>>>>

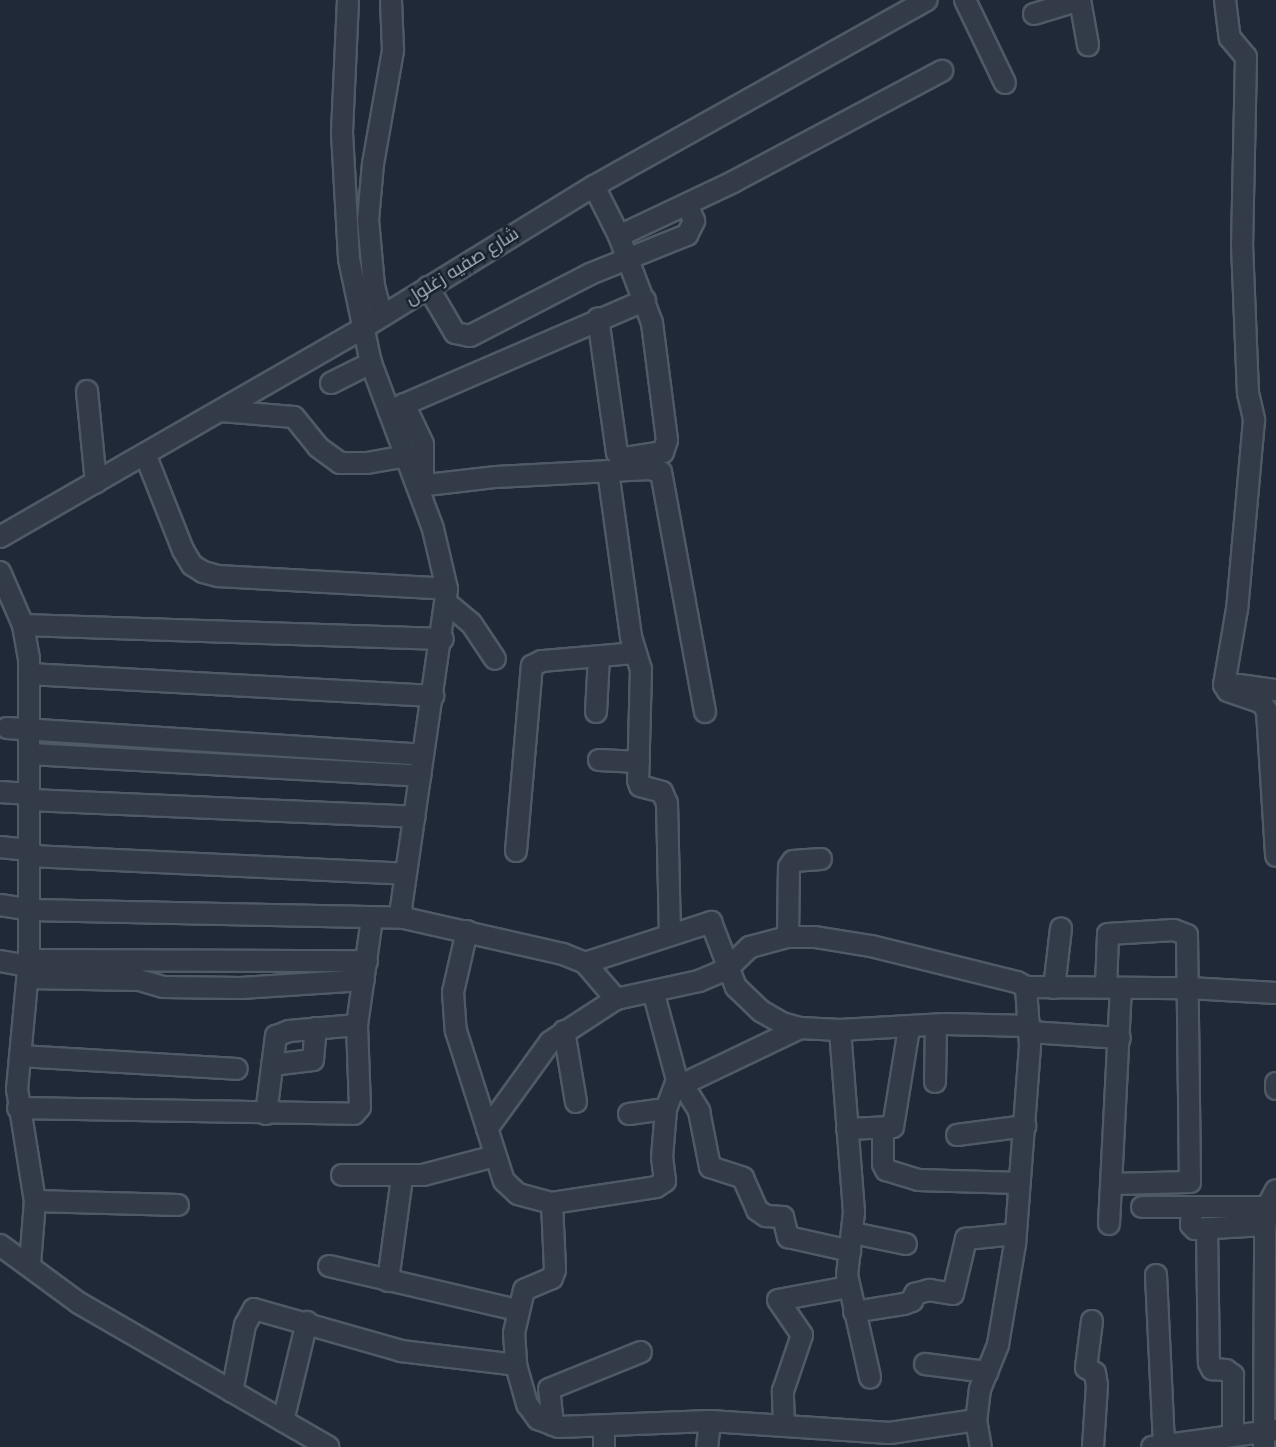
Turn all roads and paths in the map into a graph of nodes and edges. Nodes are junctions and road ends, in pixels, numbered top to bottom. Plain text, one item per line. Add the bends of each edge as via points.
1 (348, 0) edge
2 (391, 0) edge
3 (927, 0) edge
4 (965, 0) edge
5 (1080, 0) edge
6 (1225, 0) edge
7 (1034, 14) dead end
8 (1088, 45) dead end
9 (942, 71) dead end
10 (1005, 83) dead end
11 (594, 186) junction
12 (687, 204) junction
13 (619, 236) junction
14 (627, 257) junction
15 (428, 287) junction
16 (645, 300) junction
17 (382, 316) junction
18 (598, 318) junction
19 (363, 327) junction
20 (371, 363) junction
21 (331, 383) dead end
22 (87, 391) dead end
23 (397, 407) junction
24 (221, 411) junction
25 (145, 454) junction
26 (407, 456) junction
27 (608, 471) junction
28 (96, 483) junction
29 (421, 486) junction
30 (0, 537) edge
31 (0, 572) edge
32 (448, 597) junction
33 (22, 625) junction
34 (443, 639) junction
35 (636, 653) junction
36 (598, 657) junction
37 (495, 659) dead end
38 (29, 674) junction
39 (1225, 682) junction
40 (1276, 690) edge
41 (433, 696) junction
42 (596, 712) dead end
43 (705, 712) dead end
44 (7, 728) dead end
45 (29, 731) junction
46 (30, 754) junction
47 (422, 754) junction
48 (599, 760) dead end
49 (639, 762) junction
50 (420, 776) junction
51 (0, 792) edge
52 (30, 797) junction
53 (415, 817) junction
54 (0, 847) edge
55 (516, 851) dead end
56 (31, 853) junction
57 (1276, 856) edge
58 (821, 859) dead end
59 (406, 874) junction
60 (0, 905) edge
61 (30, 910) junction
62 (372, 918) junction
63 (404, 918) junction
64 (1061, 928) dead end
65 (467, 931) junction
66 (670, 935) junction
67 (788, 937) junction
68 (153, 960) junction
69 (0, 961) edge
70 (585, 963) junction
71 (29, 968) junction
72 (727, 969) junction
73 (366, 970) junction
74 (152, 984) junction
75 (1026, 987) junction
76 (1054, 988) junction
77 (1113, 988) junction
78 (1189, 988) junction
79 (653, 992) junction
80 (1276, 993) edge
81 (616, 999) junction
82 (357, 1025) junction
83 (936, 1026) junction
84 (316, 1028) junction
85 (800, 1028) junction
86 (909, 1029) junction
87 (1030, 1029) junction
88 (840, 1030) junction
89 (564, 1031) junction
90 (1120, 1038) junction
91 (20, 1056) junction
92 (272, 1065) junction
93 (237, 1069) dead end
94 (934, 1082) dead end
95 (1276, 1083) edge
96 (680, 1086) junction
97 (1276, 1089) edge
98 (576, 1102) dead end
99 (18, 1108) junction
100 (666, 1109) junction
101 (266, 1114) junction
102 (629, 1114) dead end
103 (1025, 1126) junction
104 (487, 1129) junction
105 (847, 1129) junction
106 (883, 1129) junction
107 (957, 1135) dead end
108 (495, 1156) junction
109 (342, 1175) dead end
110 (402, 1177) junction
111 (1019, 1183) junction
112 (1114, 1184) junction
113 (35, 1202) junction
114 (552, 1203) junction
115 (178, 1204) dead end
116 (1192, 1207) junction
117 (1270, 1207) edge
118 (1142, 1208) dead end
119 (1109, 1224) dead end
120 (1207, 1228) junction
121 (1015, 1234) junction
122 (851, 1242) junction
123 (906, 1244) dead end
124 (0, 1245) edge
125 (30, 1265) junction
126 (329, 1266) dead end
127 (1156, 1275) dead end
128 (388, 1281) junction
129 (848, 1287) junction
130 (517, 1310) junction
131 (854, 1312) junction
132 (1092, 1321) dead end
133 (308, 1322) junction
134 (641, 1352) dead end
135 (925, 1364) dead end
136 (516, 1365) junction
137 (987, 1372) junction
138 (870, 1377) dead end
139 (232, 1392) junction
140 (976, 1420) junction
141 (283, 1421) junction
142 (710, 1421) junction
143 (553, 1425) junction
144 (604, 1426) junction
145 (784, 1426) junction
146 (1233, 1434) junction
147 (1269, 1436) edge
148 (1158, 1446) edge
149 (328, 1447) edge
150 (604, 1447) edge
151 (707, 1447) edge
152 (981, 1447) edge
153 (1093, 1447) edge

1 - 19 street via 342,133 344,200 349,259
2 - 17 street via 393,50 373,164 368,220 374,286
3 - 11 street, شارع صفيه زغلول
4 - 10 street
5 - 7 street
5 - 8 street
6 - 39 street via 1230,38 1246,57 1242,244 1248,393 1254,420 1237,609
9 - 12 street
11 - 13 street
11 - 15 street, شارع صفيه زغلول
12 - 13 street
12 - 14 street via 694,221 692,232
13 - 14 street
14 - 15 street via 464,338 455,333
14 - 16 street
15 - 17 street, شارع صفيه زغلول
16 - 18 street
16 - 18 street via 656,343 666,440 666,449 660,454 625,458 617,453
17 - 19 street, شارع صفيه زغلول
18 - 23 street
19 - 20 street
19 - 24 street, شارع صفيه زغلول
20 - 21 street
20 - 23 street
22 - 28 street
23 - 26 street
23 - 29 street via 423,444
24 - 25 street, شارع صفيه زغلول
24 - 26 street via 294,417 318,447 340,463
25 - 28 street, شارع صفيه زغلول
25 - 32 street via 183,550 192,565 203,572
26 - 29 street
27 - 29 street via 468,479
27 - 35 street
27 - 43 street via 655,469 664,477
28 - 30 street, شارع صفيه زغلول
29 - 32 street
31 - 33 street
32 - 34 street
32 - 37 street via 471,622
33 - 34 street
33 - 38 street
34 - 41 street
35 - 36 street
35 - 49 street via 641,669
36 - 42 street
36 - 55 street via 542,661 530,670
38 - 41 street
38 - 45 street
39 - 40 street
39 - 57 street via 1227,690 1262,703 1267,711
41 - 47 street
44 - 45 street
45 - 46 street
45 - 47 street
46 - 50 street
46 - 52 street
47 - 50 street
48 - 49 street
49 - 66 street via 638,784 662,792 667,803
50 - 53 street
51 - 52 street
52 - 53 street
52 - 56 street
53 - 59 street
54 - 56 street
56 - 59 street
56 - 61 street
58 - 67 street via 797,860 789,867
59 - 63 street
60 - 61 street
61 - 62 street
61 - 71 street
62 - 63 street
62 - 73 street
63 - 65 street
64 - 76 street
65 - 70 street
65 - 104 street via 452,1012
66 - 70 street
66 - 72 street via 712,922
67 - 72 street via 750,947
67 - 75 street via 860,944
68 - 71 street
68 - 73 street
68 - 74 street
69 - 71 street
70 - 81 street
71 - 74 street
71 - 91 street
72 - 79 street via 699,981
72 - 85 street via 745,998 761,1011
73 - 74 street via 240,988
73 - 82 street
75 - 76 street
75 - 87 street
76 - 77 street
77 - 78 street
77 - 78 street via 1108,934 1174,930 1184,931 1189,940
77 - 90 street
78 - 80 street
78 - 112 street via 1190,1182
79 - 81 street
79 - 96 street
81 - 89 street
82 - 84 street
82 - 101 street via 358,1111 343,1116
83 - 86 street
83 - 87 street
83 - 94 street
84 - 92 street via 289,1030 276,1036
84 - 92 street via 313,1060
85 - 88 street
85 - 96 street
86 - 88 street
86 - 106 street via 894,1124
87 - 90 street
87 - 103 street
88 - 105 street
89 - 98 street
89 - 104 street via 550,1042
90 - 112 street
91 - 93 street
91 - 99 street
92 - 101 street
95 - 97 street
96 - 100 street
96 - 122 street via 699,1111 710,1167 743,1178 757,1210 766,1216 783,1217 788,1237
99 - 101 street
99 - 113 street
100 - 102 street
100 - 114 street via 662,1185
103 - 107 street
103 - 111 street
104 - 108 street
105 - 106 street
105 - 122 street
106 - 111 street via 886,1170 918,1180
108 - 110 street
108 - 114 street via 512,1192
109 - 110 street
110 - 128 street
111 - 121 street
112 - 119 street
113 - 115 street
113 - 125 street
114 - 130 street via 555,1270 552,1278 524,1290
116 - 117 street
116 - 118 street
116 - 120 street via 1192,1227
117 - 120 street
117 - 147 street
120 - 146 street via 1209,1363 1212,1369 1233,1375
121 - 131 street via 966,1239 953,1294 929,1290 915,1294 912,1301 904,1304
121 - 137 street via 998,1345
122 - 123 street
122 - 129 street
124 - 125 street
125 - 139 street via 79,1303
126 - 128 street
127 - 148 street
128 - 130 street
129 - 131 street
129 - 145 street via 778,1300 802,1335 783,1391
130 - 136 street
131 - 138 street
132 - 153 street via 1086,1368 1095,1373 1097,1385
133 - 136 street via 401,1351
133 - 139 street via 259,1308 250,1312
133 - 141 street
134 - 143 street via 549,1389
135 - 137 street
136 - 143 street via 534,1415
137 - 140 street via 980,1389
139 - 141 street
140 - 145 street via 899,1433
140 - 152 street
141 - 149 street
142 - 144 street
142 - 145 street
142 - 151 street
143 - 144 street
144 - 150 street
146 - 147 street
146 - 148 street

<<<<

Lines above that have "صفيه": copy each of them.

3 - 11 street, شارع صفيه زغلول
11 - 15 street, شارع صفيه زغلول
15 - 17 street, شارع صفيه زغلول
17 - 19 street, شارع صفيه زغلول
19 - 24 street, شارع صفيه زغلول
24 - 25 street, شارع صفيه زغلول
25 - 28 street, شارع صفيه زغلول
28 - 30 street, شارع صفيه زغلول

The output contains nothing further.